* Try it
Each word in the data below should be copied exactly; the images should not.

== == ==

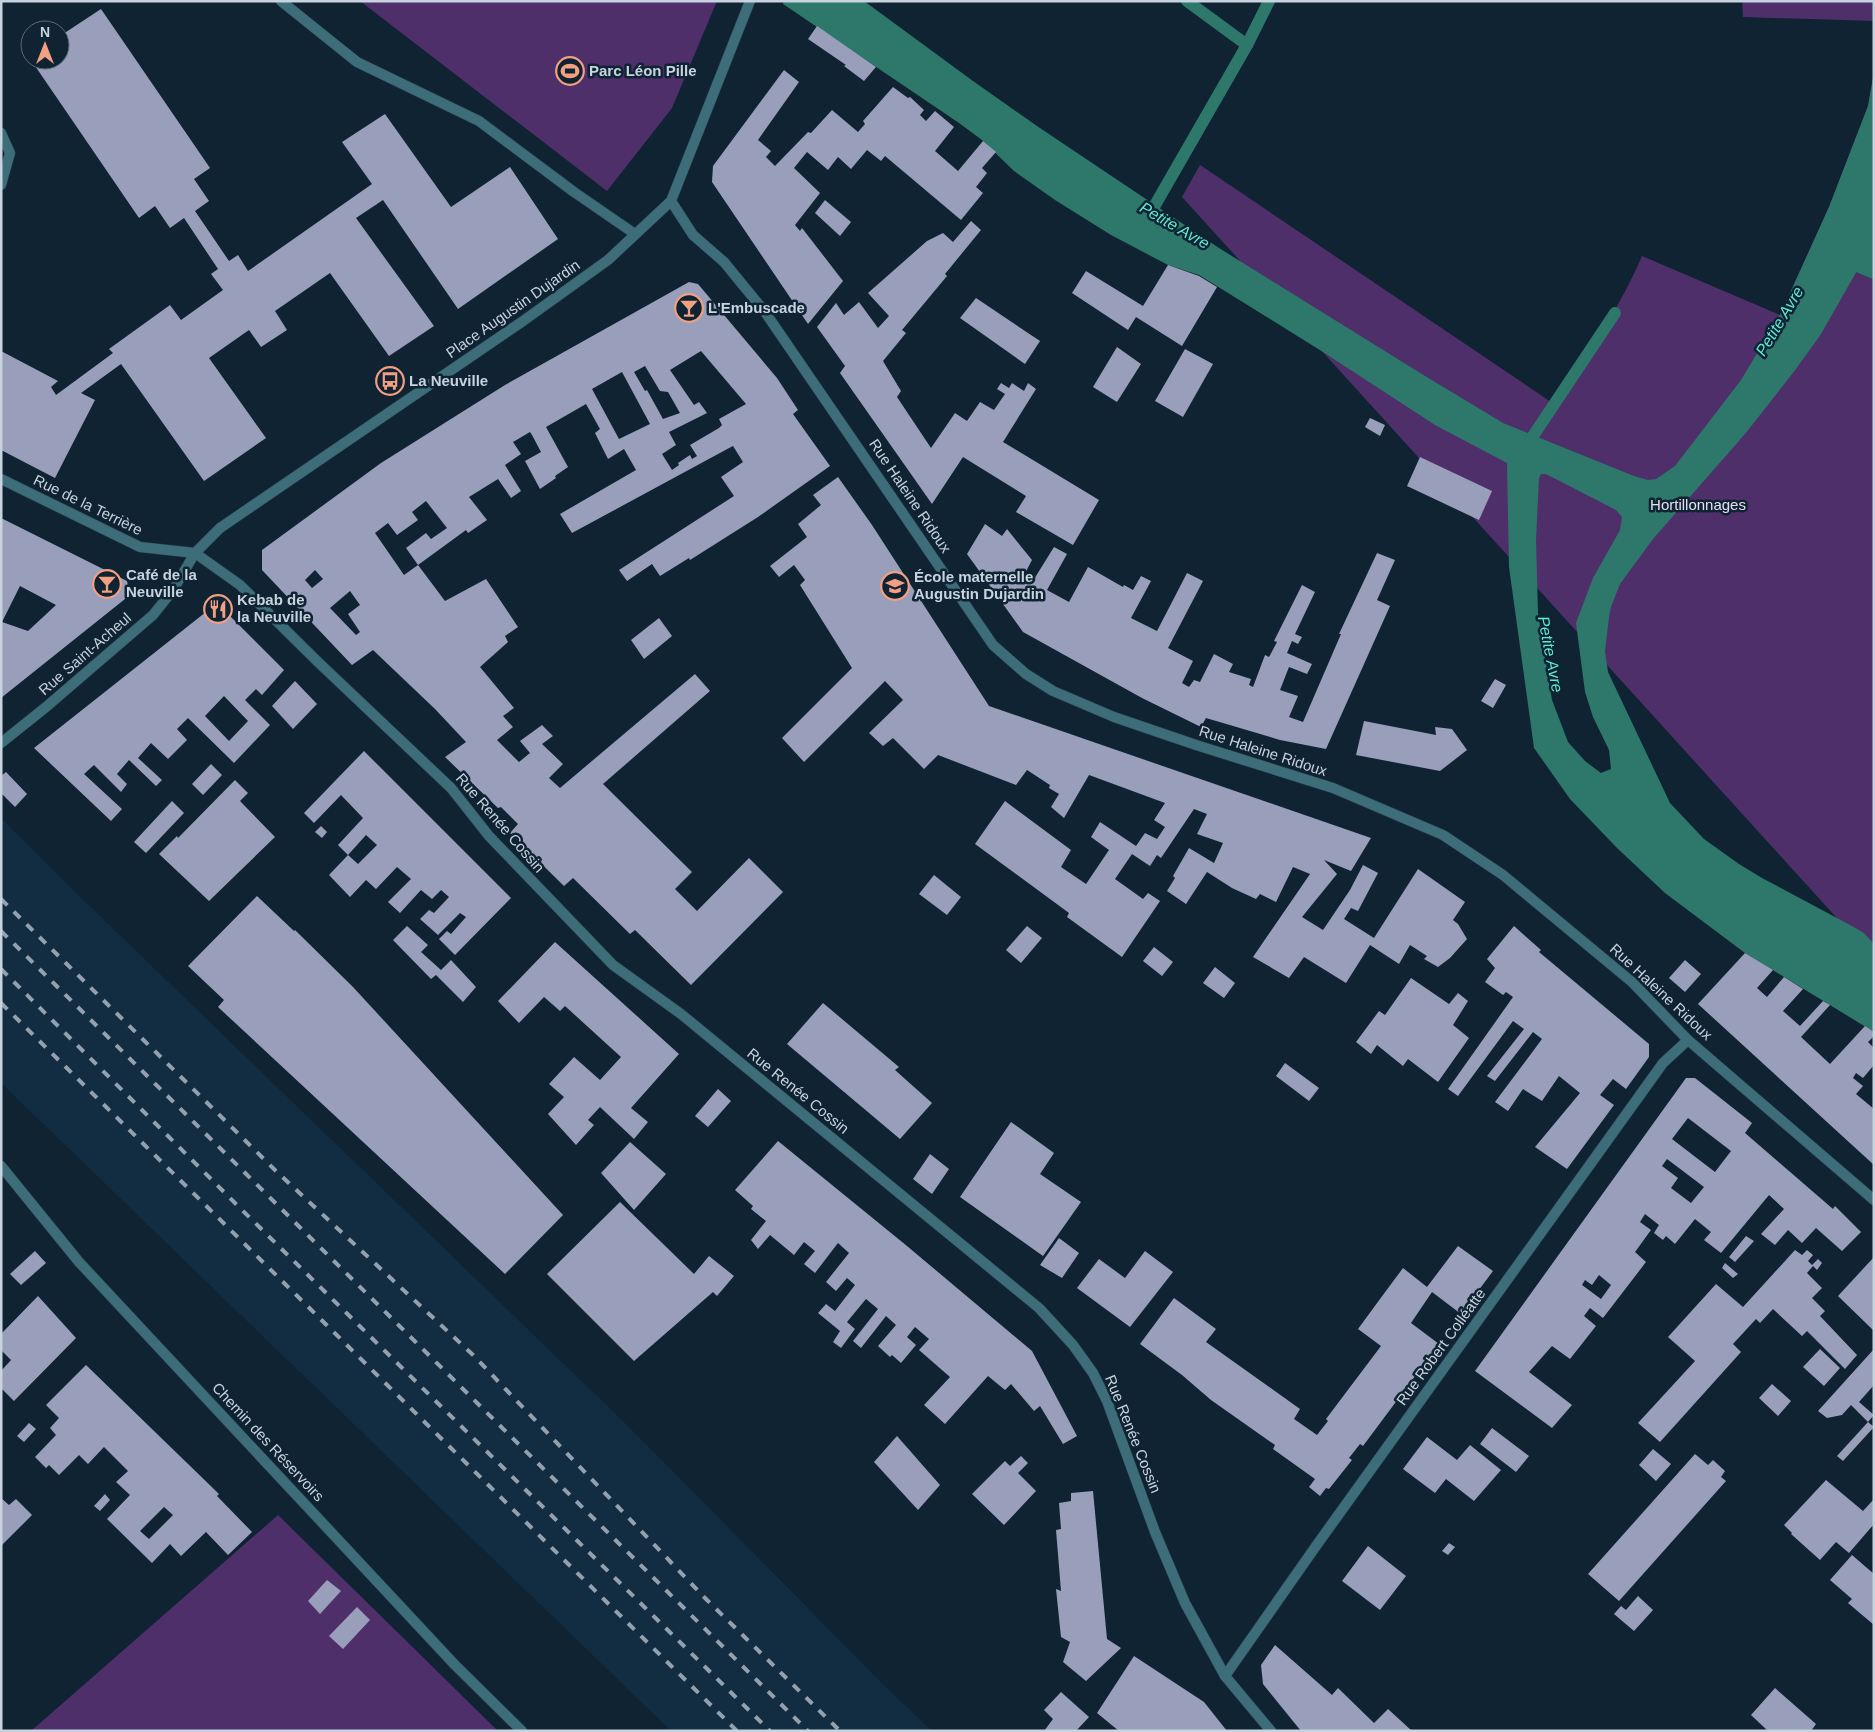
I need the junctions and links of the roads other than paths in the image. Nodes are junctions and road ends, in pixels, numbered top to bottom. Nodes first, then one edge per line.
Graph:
1 (281, 1) edge
2 (750, 1) edge
3 (1, 132) edge
4 (1, 185) edge
5 (671, 202) junction
6 (635, 234) junction
7 (1, 480) edge
8 (194, 553) junction
9 (1, 743) edge
10 (1688, 1040) junction
11 (1, 1166) edge
12 (1874, 1200) edge
13 (1224, 1676) junction
14 (522, 1731) edge
15 (1271, 1731) edge

1 - 6 street
2 - 5 street, Place Augustin Dujardin
3 - 4 street
5 - 6 street, Place Augustin Dujardin
5 - 10 street, Rue Haleine Ridoux
6 - 8 street, Place Augustin Dujardin
7 - 8 street, Rue de la Terrière
8 - 9 street, Rue Saint-Acheul
8 - 13 street, Rue Renée Cossin
10 - 12 street, Rue Haleine Ridoux
10 - 13 street, Rue Robert Colléatte
11 - 14 street, Chemin des Réservoirs
13 - 15 street, Rue Renée Cossin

== == ==

* Reply to the exercise
I need the junctions and links of the roads other than paths in the image. Nodes are junctions and road ends, in pixels, numbered top to bottom. Nodes first, then one edge per line.
Graph:
1 (281, 1) edge
2 (750, 1) edge
3 (1, 132) edge
4 (1, 185) edge
5 (671, 202) junction
6 (635, 234) junction
7 (1, 480) edge
8 (194, 553) junction
9 (1, 743) edge
10 (1688, 1040) junction
11 (1, 1166) edge
12 (1874, 1200) edge
13 (1224, 1676) junction
14 (522, 1731) edge
15 (1271, 1731) edge

1 - 6 street
2 - 5 street, Place Augustin Dujardin
3 - 4 street
5 - 6 street, Place Augustin Dujardin
5 - 10 street, Rue Haleine Ridoux
6 - 8 street, Place Augustin Dujardin
7 - 8 street, Rue de la Terrière
8 - 9 street, Rue Saint-Acheul
8 - 13 street, Rue Renée Cossin
10 - 12 street, Rue Haleine Ridoux
10 - 13 street, Rue Robert Colléatte
11 - 14 street, Chemin des Réservoirs
13 - 15 street, Rue Renée Cossin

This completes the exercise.